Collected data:
_ _ _

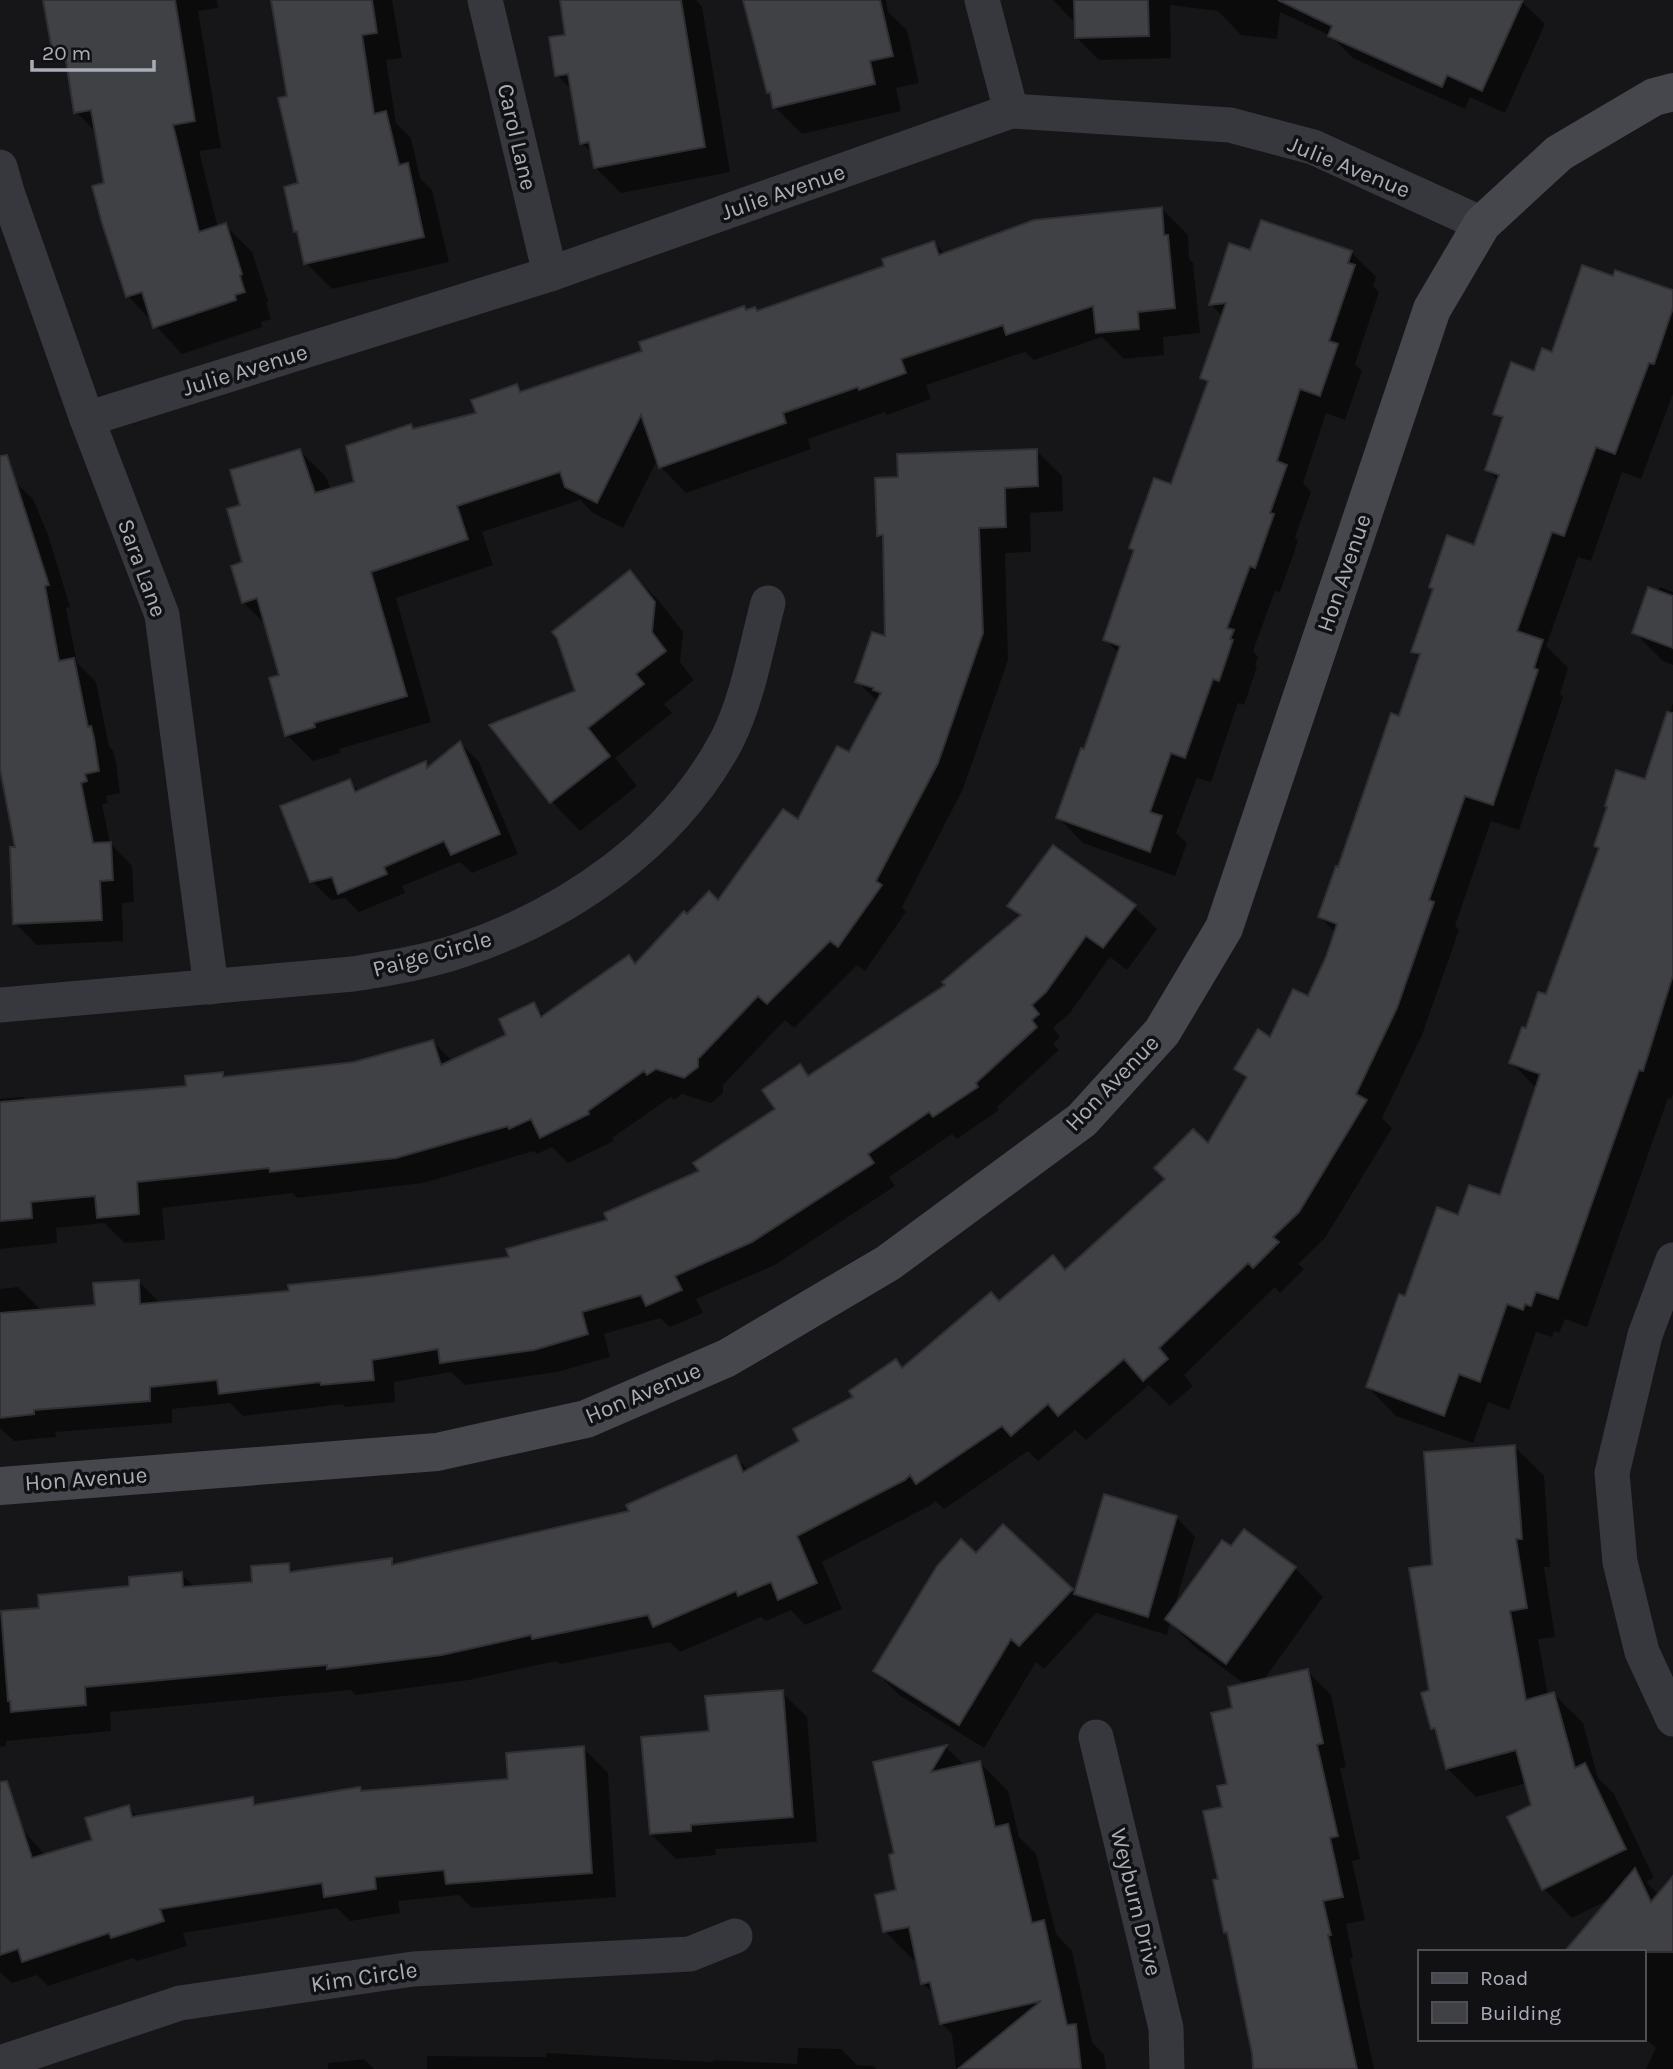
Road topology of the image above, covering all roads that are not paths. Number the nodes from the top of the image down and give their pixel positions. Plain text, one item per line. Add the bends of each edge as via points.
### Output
1 (485, 0) edge
2 (982, 0) edge
3 (1673, 92) edge
4 (1011, 111) junction
5 (0, 167) edge
6 (1482, 224) junction
7 (550, 274) junction
8 (87, 419) junction
9 (768, 603) dead end
10 (211, 987) junction
11 (0, 1005) edge
12 (1673, 1260) edge
13 (0, 1486) edge
14 (1673, 1719) edge
15 (1096, 1737) dead end
16 (735, 1936) dead end
17 (0, 2063) edge
18 (1167, 2069) edge

1 - 7 street, Carol Lane
2 - 4 street
3 - 6 street, Hon Avenue via 1654,97 1559,153
4 - 6 street, Julie Avenue via 1230,125 1314,147
4 - 7 street, Julie Avenue
5 - 8 street, Sara Lane
6 - 13 street, Hon Avenue via 1432,309 1224,928 1162,1032 1082,1120 888,1263 727,1358 586,1419 437,1452
7 - 8 street, Julie Avenue
8 - 10 street, Sara Lane via 162,615
9 - 10 street, Paige Circle via 738,712 714,763 679,810 595,884 548,913 460,951 389,969
10 - 11 street, Paige Circle
12 - 14 street via 1645,1335 1612,1473 1620,1562 1642,1652
15 - 18 street, Weyburn Drive via 1166,2028
16 - 17 street, Kim Circle via 691,1954 413,1969 180,2003

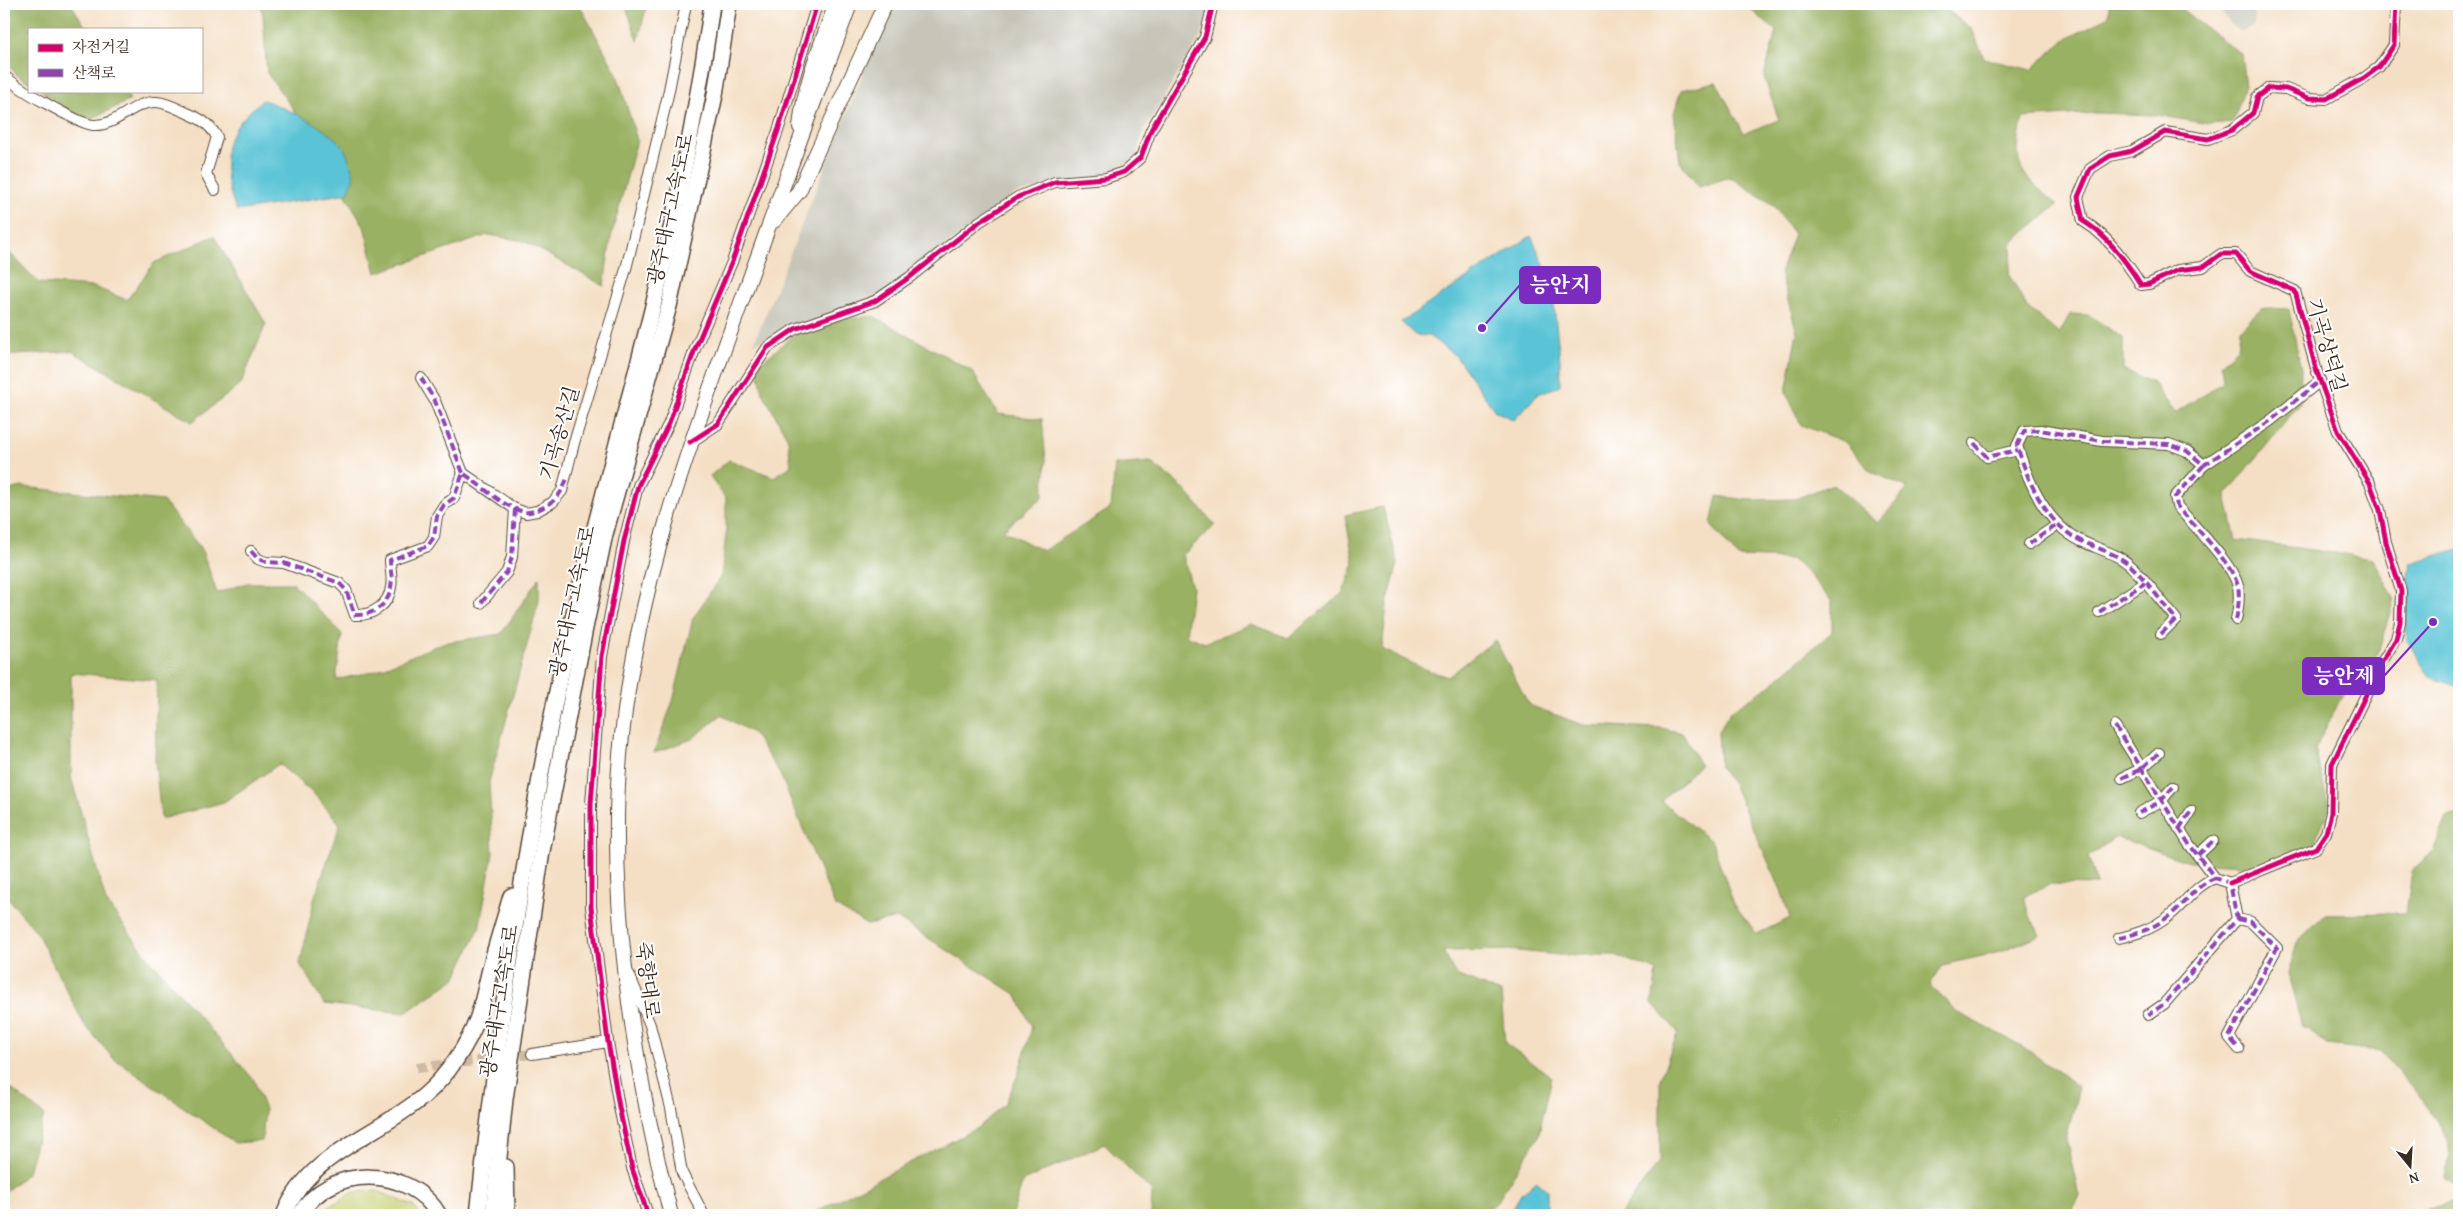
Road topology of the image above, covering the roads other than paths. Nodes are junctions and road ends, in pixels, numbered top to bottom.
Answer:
1 (686, 4) edge
2 (712, 4) edge
3 (729, 4) edge
4 (817, 4) edge
5 (836, 4) edge
6 (850, 4) edge
7 (885, 4) edge
8 (1214, 4) edge
9 (2396, 4) edge
10 (4, 75) edge
11 (798, 145) junction
12 (215, 190) dead end
13 (768, 230) junction
14 (421, 378) dead end
15 (2320, 381) junction
16 (690, 442) junction
17 (1974, 443) dead end
18 (2018, 450) junction
19 (2204, 465) junction
20 (463, 473) junction
21 (515, 509) junction
22 (2057, 525) junction
23 (2029, 544) dead end
24 (251, 552) dead end
25 (2145, 583) junction
26 (481, 603) dead end
27 (2099, 612) dead end
28 (2236, 620) dead end
29 (2161, 634) dead end
30 (2115, 726) dead end
31 (2159, 753) dead end
32 (2141, 769) junction
33 (2122, 778) dead end
34 (2173, 787) dead end
35 (2161, 801) junction
36 (2191, 811) dead end
37 (2139, 813) dead end
38 (2179, 829) junction
39 (2213, 841) dead end
40 (526, 847) junction
41 (2198, 855) junction
42 (2216, 878) junction
43 (2230, 883) junction
44 (2237, 919) junction
45 (2119, 938) dead end
46 (625, 963) junction
47 (2148, 1015) dead end
48 (608, 1042) junction
49 (2239, 1049) dead end
50 (532, 1054) tunnel mouth
51 (505, 1099) junction
52 (284, 1215) edge
53 (300, 1215) edge
54 (439, 1215) edge
55 (478, 1215) edge
56 (493, 1215) edge
57 (507, 1215) edge
58 (648, 1215) edge
59 (671, 1215) edge
60 (704, 1215) edge

1 - 21 street, 기곡송산길
2 - 40 highway, 광주대구고속도로
3 - 51 highway, 광주대구고속도로
4 - 48 street
5 - 11 main road
6 - 11 main road, 죽향대로
7 - 13 main road
8 - 16 street
9 - 15 street, 기곡상덕길
10 - 12 street
11 - 13 main road, 죽향대로
13 - 16 main road, 죽향대로
14 - 20 street
15 - 19 street
15 - 43 street, 기곡상덕길
16 - 46 main road, 죽향대로
17 - 18 street
18 - 19 street
18 - 22 street
19 - 28 street
20 - 21 street
20 - 24 street
21 - 26 street
22 - 23 street
22 - 25 street
25 - 27 street
25 - 29 street
30 - 32 street
31 - 32 street
32 - 33 street
32 - 35 street
34 - 35 street
35 - 37 street
35 - 38 street
36 - 38 street
38 - 41 street
39 - 41 street
40 - 52 highway
40 - 55 highway, 광주대구고속도로
41 - 42 street
42 - 43 street
42 - 45 street
43 - 44 street
44 - 47 street
44 - 49 street
46 - 59 main road, 죽향대로
46 - 60 street
48 - 50 street
48 - 58 street
51 - 56 highway, 광주대구고속도로
51 - 57 highway
53 - 54 highway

_ _ _

(EXERCISE REQUIREMENTS): How many lines in the records hold the string "죽향대로"? Answer with only that number.

(RESULT OF THE EXERCISE): 5